__Try it__
Copy out every line of the data exactly; do not include the images.

::: Provided records :::

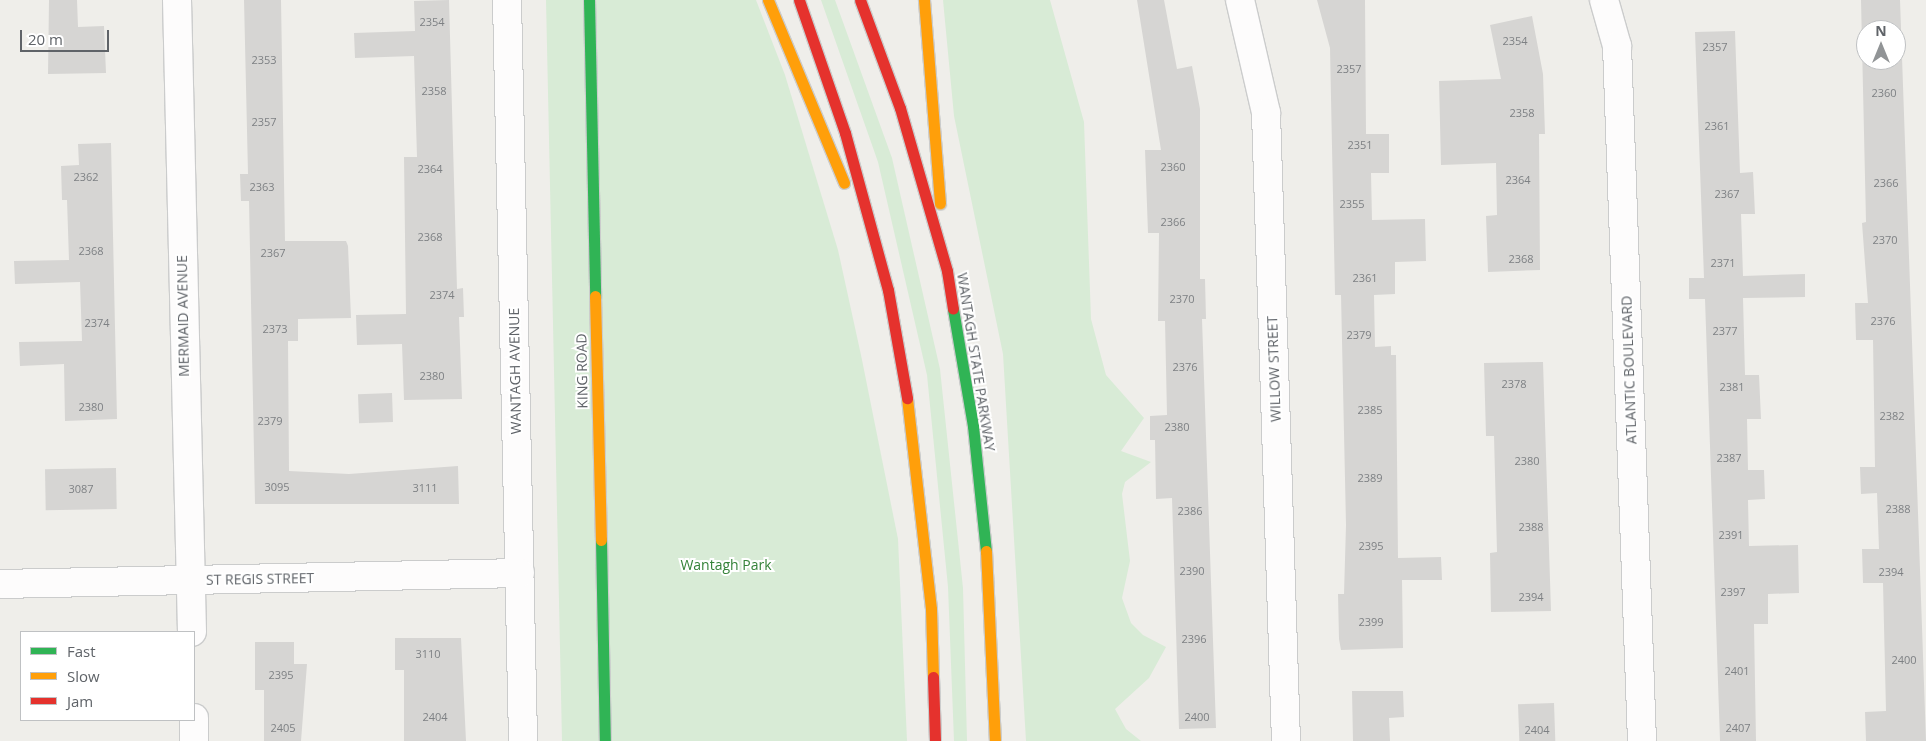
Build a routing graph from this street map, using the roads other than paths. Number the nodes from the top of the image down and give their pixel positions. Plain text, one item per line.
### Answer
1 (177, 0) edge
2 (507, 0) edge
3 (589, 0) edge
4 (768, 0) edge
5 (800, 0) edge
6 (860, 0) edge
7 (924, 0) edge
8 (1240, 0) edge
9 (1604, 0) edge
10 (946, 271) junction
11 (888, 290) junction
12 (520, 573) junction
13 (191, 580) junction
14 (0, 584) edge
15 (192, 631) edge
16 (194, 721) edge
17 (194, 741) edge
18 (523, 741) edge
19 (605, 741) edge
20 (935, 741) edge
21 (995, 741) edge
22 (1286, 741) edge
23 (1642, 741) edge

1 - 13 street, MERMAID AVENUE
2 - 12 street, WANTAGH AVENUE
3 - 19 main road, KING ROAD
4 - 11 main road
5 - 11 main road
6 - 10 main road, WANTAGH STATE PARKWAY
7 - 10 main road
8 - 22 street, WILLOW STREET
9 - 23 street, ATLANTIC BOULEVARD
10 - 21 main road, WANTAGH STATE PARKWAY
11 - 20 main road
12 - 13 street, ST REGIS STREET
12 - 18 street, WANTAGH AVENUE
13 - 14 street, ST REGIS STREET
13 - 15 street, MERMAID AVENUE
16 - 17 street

:::

__Task result__
Build a routing graph from this street map, using the roads other than paths. Number the nodes from the top of the image down and give their pixel positions. Plain text, one item per line.
### Answer
1 (177, 0) edge
2 (507, 0) edge
3 (589, 0) edge
4 (768, 0) edge
5 (800, 0) edge
6 (860, 0) edge
7 (924, 0) edge
8 (1240, 0) edge
9 (1604, 0) edge
10 (946, 271) junction
11 (888, 290) junction
12 (520, 573) junction
13 (191, 580) junction
14 (0, 584) edge
15 (192, 631) edge
16 (194, 721) edge
17 (194, 741) edge
18 (523, 741) edge
19 (605, 741) edge
20 (935, 741) edge
21 (995, 741) edge
22 (1286, 741) edge
23 (1642, 741) edge

1 - 13 street, MERMAID AVENUE
2 - 12 street, WANTAGH AVENUE
3 - 19 main road, KING ROAD
4 - 11 main road
5 - 11 main road
6 - 10 main road, WANTAGH STATE PARKWAY
7 - 10 main road
8 - 22 street, WILLOW STREET
9 - 23 street, ATLANTIC BOULEVARD
10 - 21 main road, WANTAGH STATE PARKWAY
11 - 20 main road
12 - 13 street, ST REGIS STREET
12 - 18 street, WANTAGH AVENUE
13 - 14 street, ST REGIS STREET
13 - 15 street, MERMAID AVENUE
16 - 17 street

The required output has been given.